My mum got dressed up for the party, and she looked OK. She was wearing a black dress, and a bit of makeup, and you could tell she was making an effort.

“What do you think?” she said.

“Yeah. All right.”

“Is that all right in a good way, or all right in an OK way?”

“A bit better than OK. Not as good as actually good.”

But she could tell I was joking, so she just kind of swiped me round the ear.

“Appropriate?”

I knew what that meant, but I made a face like she'd just said something in Japanese, and she sighed.

“It's a fiftieth-birthday party,” she said. “Do you think I'll look right? Or out of place?”

“Fiftieth?”

“Yes.”

“She's fifty?”

“Yes.”

“Bloody hell. So how old's her daughter, then? Like, thirty or something? Why would I want to hang out with a thirty-year-old?”

“Sixteen. I told you. That's normal. You have a baby when you're thirty-four, which is what I should have done, and then when she's sixteen you're fifty.”

“So she was older than you are now when she had this girl.”

“Alicia. Yes. And like I said, it's not weird. It's normal.”

“I'm glad you're not fifty.”

“Why? What difference does it make to you?”

She was right, really. It didn't make an awful lot of difference to me.

“I'll be thirty-three at your fiftieth.”

“So?”

“I'll be able to get drunk. And you won't be able to say anything.”

“That's the best argument I've ever heard for having a kid at sixteen. In fact, it's the only argument I've ever heard for having a kid at sixteen.”
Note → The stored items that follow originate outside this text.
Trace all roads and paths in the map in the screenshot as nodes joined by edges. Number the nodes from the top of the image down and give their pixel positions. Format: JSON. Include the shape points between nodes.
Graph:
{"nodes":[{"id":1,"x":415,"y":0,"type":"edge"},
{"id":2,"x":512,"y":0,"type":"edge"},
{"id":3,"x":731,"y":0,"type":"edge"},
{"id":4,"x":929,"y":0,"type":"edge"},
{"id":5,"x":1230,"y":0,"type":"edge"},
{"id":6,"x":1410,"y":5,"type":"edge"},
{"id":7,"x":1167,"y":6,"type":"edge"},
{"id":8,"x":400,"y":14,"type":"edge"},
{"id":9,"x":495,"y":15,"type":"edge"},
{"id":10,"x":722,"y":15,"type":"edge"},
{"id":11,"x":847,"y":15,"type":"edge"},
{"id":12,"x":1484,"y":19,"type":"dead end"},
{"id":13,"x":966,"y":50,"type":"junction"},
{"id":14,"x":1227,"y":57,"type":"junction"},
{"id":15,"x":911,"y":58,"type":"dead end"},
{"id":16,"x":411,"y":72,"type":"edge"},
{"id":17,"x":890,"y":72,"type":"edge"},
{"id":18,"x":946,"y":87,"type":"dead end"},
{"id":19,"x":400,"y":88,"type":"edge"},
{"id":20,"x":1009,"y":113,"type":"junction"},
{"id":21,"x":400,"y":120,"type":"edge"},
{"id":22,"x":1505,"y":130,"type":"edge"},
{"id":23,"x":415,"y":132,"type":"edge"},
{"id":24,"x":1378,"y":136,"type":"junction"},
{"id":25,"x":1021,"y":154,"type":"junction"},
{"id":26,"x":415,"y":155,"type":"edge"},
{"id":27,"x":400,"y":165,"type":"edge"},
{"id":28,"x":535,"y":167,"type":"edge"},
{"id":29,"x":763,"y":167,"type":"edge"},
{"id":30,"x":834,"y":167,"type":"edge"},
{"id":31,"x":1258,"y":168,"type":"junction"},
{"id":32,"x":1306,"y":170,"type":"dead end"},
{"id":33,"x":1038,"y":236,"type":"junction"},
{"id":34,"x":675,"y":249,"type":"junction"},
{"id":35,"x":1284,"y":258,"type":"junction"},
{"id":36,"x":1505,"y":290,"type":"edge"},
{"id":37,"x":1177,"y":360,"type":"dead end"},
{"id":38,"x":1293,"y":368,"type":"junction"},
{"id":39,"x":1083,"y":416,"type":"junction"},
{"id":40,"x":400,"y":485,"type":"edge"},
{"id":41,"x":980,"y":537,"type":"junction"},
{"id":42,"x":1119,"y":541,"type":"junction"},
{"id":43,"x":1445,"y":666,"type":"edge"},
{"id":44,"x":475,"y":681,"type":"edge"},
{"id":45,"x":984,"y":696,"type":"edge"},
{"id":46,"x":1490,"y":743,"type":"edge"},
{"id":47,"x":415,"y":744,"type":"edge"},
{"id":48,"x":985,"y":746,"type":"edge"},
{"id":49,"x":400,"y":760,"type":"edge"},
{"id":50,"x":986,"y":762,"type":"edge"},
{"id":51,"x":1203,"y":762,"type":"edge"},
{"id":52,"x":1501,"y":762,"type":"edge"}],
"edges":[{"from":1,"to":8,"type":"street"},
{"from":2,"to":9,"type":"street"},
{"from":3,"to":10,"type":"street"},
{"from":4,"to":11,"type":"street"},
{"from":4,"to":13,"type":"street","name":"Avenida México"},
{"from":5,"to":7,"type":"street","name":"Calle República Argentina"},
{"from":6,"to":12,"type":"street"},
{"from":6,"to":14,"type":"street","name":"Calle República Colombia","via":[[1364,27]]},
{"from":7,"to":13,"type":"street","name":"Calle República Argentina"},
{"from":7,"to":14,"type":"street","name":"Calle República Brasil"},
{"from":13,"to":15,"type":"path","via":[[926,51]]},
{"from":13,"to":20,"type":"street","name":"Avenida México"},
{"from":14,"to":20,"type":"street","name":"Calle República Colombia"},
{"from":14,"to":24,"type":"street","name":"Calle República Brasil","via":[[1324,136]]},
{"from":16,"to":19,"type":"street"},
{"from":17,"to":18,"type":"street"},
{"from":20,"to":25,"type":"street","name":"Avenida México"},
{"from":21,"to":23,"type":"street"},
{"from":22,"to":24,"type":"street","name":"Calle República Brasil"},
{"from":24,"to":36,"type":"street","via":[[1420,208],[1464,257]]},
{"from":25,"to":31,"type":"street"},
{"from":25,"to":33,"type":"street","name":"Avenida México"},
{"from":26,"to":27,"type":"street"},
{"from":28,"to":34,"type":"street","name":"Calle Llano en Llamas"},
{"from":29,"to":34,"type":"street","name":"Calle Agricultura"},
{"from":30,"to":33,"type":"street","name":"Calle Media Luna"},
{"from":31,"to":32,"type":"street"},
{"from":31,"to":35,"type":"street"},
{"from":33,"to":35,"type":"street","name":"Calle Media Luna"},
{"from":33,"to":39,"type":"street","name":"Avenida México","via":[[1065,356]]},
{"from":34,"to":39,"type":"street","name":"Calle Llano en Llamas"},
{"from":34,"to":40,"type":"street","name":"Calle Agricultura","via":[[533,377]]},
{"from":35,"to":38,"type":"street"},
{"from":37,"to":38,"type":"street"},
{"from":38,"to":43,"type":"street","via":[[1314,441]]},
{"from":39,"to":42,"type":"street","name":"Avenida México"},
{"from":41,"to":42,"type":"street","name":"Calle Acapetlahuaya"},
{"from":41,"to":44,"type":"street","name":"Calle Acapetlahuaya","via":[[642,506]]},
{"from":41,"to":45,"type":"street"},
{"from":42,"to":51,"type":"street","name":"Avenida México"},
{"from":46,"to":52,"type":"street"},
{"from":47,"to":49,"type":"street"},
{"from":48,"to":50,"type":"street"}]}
I didn't like it when she said things like that. It always felt like it was my fault, somehow. Like I'd persuaded her I wanted to come out eighteen years early. That's the thing about being an unwanted baby, which is what I was, let's face it. You've always got to remind yourself it was their idea, not yours.

 

They lived in one of those big old houses off of Highbury New Park. I'd never been in one before. Mum knows people who live in places like that, because of work and her book group, but I don't. We only lived about half a mile from her, but I never used to have any reason to go up Alicia's way until I met her. Everything about her place was different from ours. Hers was big and we lived in a flat. Hers was old and ours was new. Hers was untidy and a bit dusty, and ours was tidy and clean. And they had books everywhere. It's not that we didn't have books at home. But it was more like Mum had a hundred and I had thirty. They had about ten thousand each, or that's what it looked like. There was a bookcase in the hallway, and more going up the stairs, and the bookcases all had books shoved on top of them. And ours were all new, and theirs were all old. I liked everything about our place better, apart from I wished we had more than two bedrooms. When I thought about the future, and what it was going to be like, that's what I saw for myself: a house with loads of bedrooms. I didn't know what I was going to do with them, because I wanted to live on my own, like one of the skaters I saw on MTV once. He had this ginormous house with a swimming pool, and a pool table, and a miniature indoor skate park with padded walls and a vert ramp and a half-pipe. And he had no girlfriend living there, no parents, nothing. I wanted some of that. I didn't know how I was going to get it, but that didn't matter. I had a goal.